エビデンス全般

いまさら聞けない?疫学の基礎ーその13「因果関係の判定とエビデンスピラミッド」

2020年11月10日

意外に知られていないのが、エビデンスピラミッドは因果関係の判定に有用な度合いで並んでいる、という点です。

エビデンスピラミッドの図

エビデンスピラミッドってなに?という方向けに、「一般社団法人Jミルク」のサイトに掲載されている図を引用させてもらいます。

引用元:ちょっと気になる基礎知識 「疫学研究」って?https://www.j-milk.jp/knowledge/food-safety/uwasa_ekigaku.html

因果関係の判定に使う際の「強さ」

因果関係を考えるためには、研究を実施して、その結果を見ることになるのですが、研究の種類(研究デザイン、とも言います)に応じて、因果関係の判定に使う際の根拠の強さがあります。

一般的に、因果関係の判定において「根拠の強さ」順に並べると次のようになります。

  1. ランダム化比較試験
  2. 前向きコホート研究
  3. 後向きコホート研究
  4. 症例対照研究(ケースコントロール研究)
  5. 横断研究(クロスセクショナル研究)
  6. 生態学的研究

エビデンスピラミッドの中には「生態学的研究」の表現がないですし、「生態学的研究」を記述的研究に加えてしまう見方もあります。

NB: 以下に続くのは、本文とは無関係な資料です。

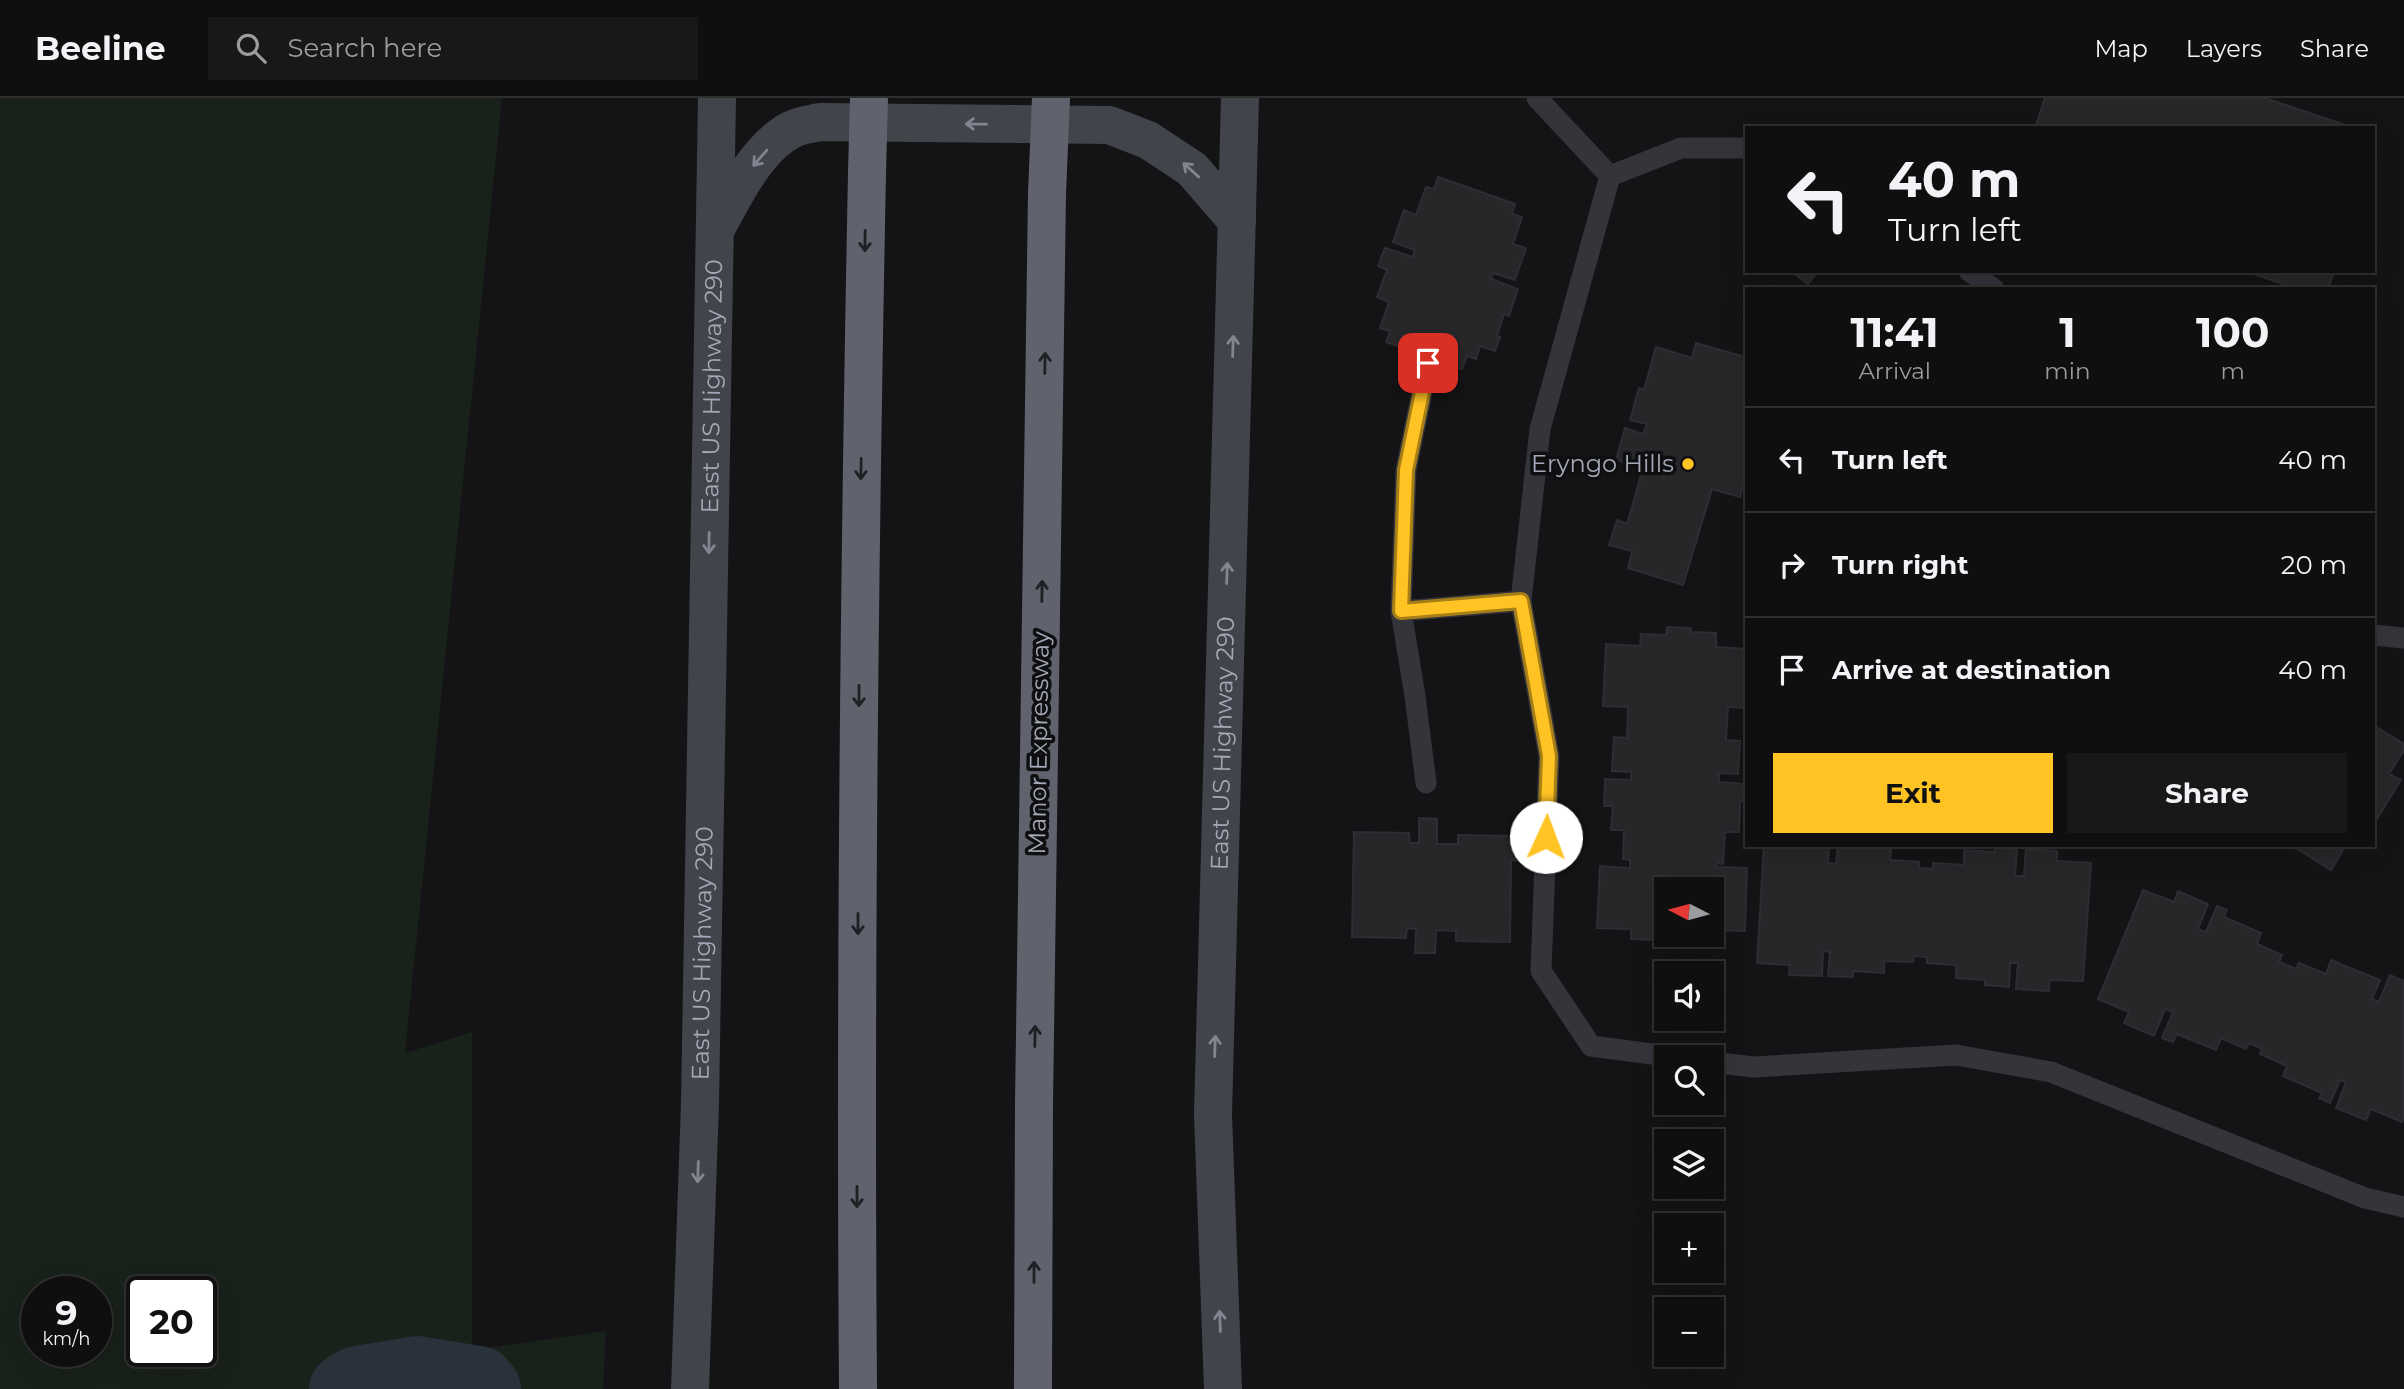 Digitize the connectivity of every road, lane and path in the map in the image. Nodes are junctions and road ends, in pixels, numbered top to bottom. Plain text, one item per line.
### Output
1 (717, 98) edge
2 (869, 98) edge
3 (1051, 98) edge
4 (1240, 98) edge
5 (1537, 98) edge
6 (1745, 148) edge
7 (1611, 176) junction
8 (1237, 221) junction
9 (715, 230) junction
10 (1972, 273) edge
11 (1991, 287) edge
12 (1428, 363) dead end
13 (1521, 601) junction
14 (1401, 611) junction
15 (2375, 635) edge
16 (2404, 638) edge
17 (1426, 783) dead end
18 (1654, 1054) edge
19 (1724, 1063) edge
20 (2404, 1207) edge
21 (1034, 1332) junction
22 (690, 1389) edge
23 (858, 1389) edge
24 (1033, 1389) edge
25 (1042, 1389) edge
26 (1223, 1389) edge

1 - 9 main road, East US Highway 290
2 -> 23 highway, bridge
21 -> 3 highway, Manor Expressway, bridge
4 - 8 main road, East US Highway 290
5 - 7 lane
6 - 7 lane
7 - 13 lane
8 -> 9 main road
26 -> 8 main road, East US Highway 290
9 -> 22 main road, East US Highway 290
10 - 11 lane
12 - 14 lane
13 - 14 lane
13 - 18 lane
14 - 17 lane
15 - 16 lane
19 - 20 lane
21 - 24 highway, Manor Expressway
21 - 25 highway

また、エビデンスピラミッドの中では、コホート研究は一般に観察研究と言われる、と書かれていますが、コホート研究の中にも介入が含まれるものもあります。

ランダム化比較試験だけが介入研究ということはありません。

また、ランダム化比較試験、コホート研究、ケースコントロール研究、クロスセクショナル研究のいずれも「数値でものを語る」研究、すなわり量的研究ですが、研究の中にも質的研究のように、あえて数値化することをせずに個々の患者さんあるいは個人のエピソードを丁寧に追っていくような研究もあります。

当然ながら、どちらが優れた研究であるというものではなく、研究で明らかにしたい疑問が何のかや、今何が分かっているのかによって、適切な研究デザインは変わってきます。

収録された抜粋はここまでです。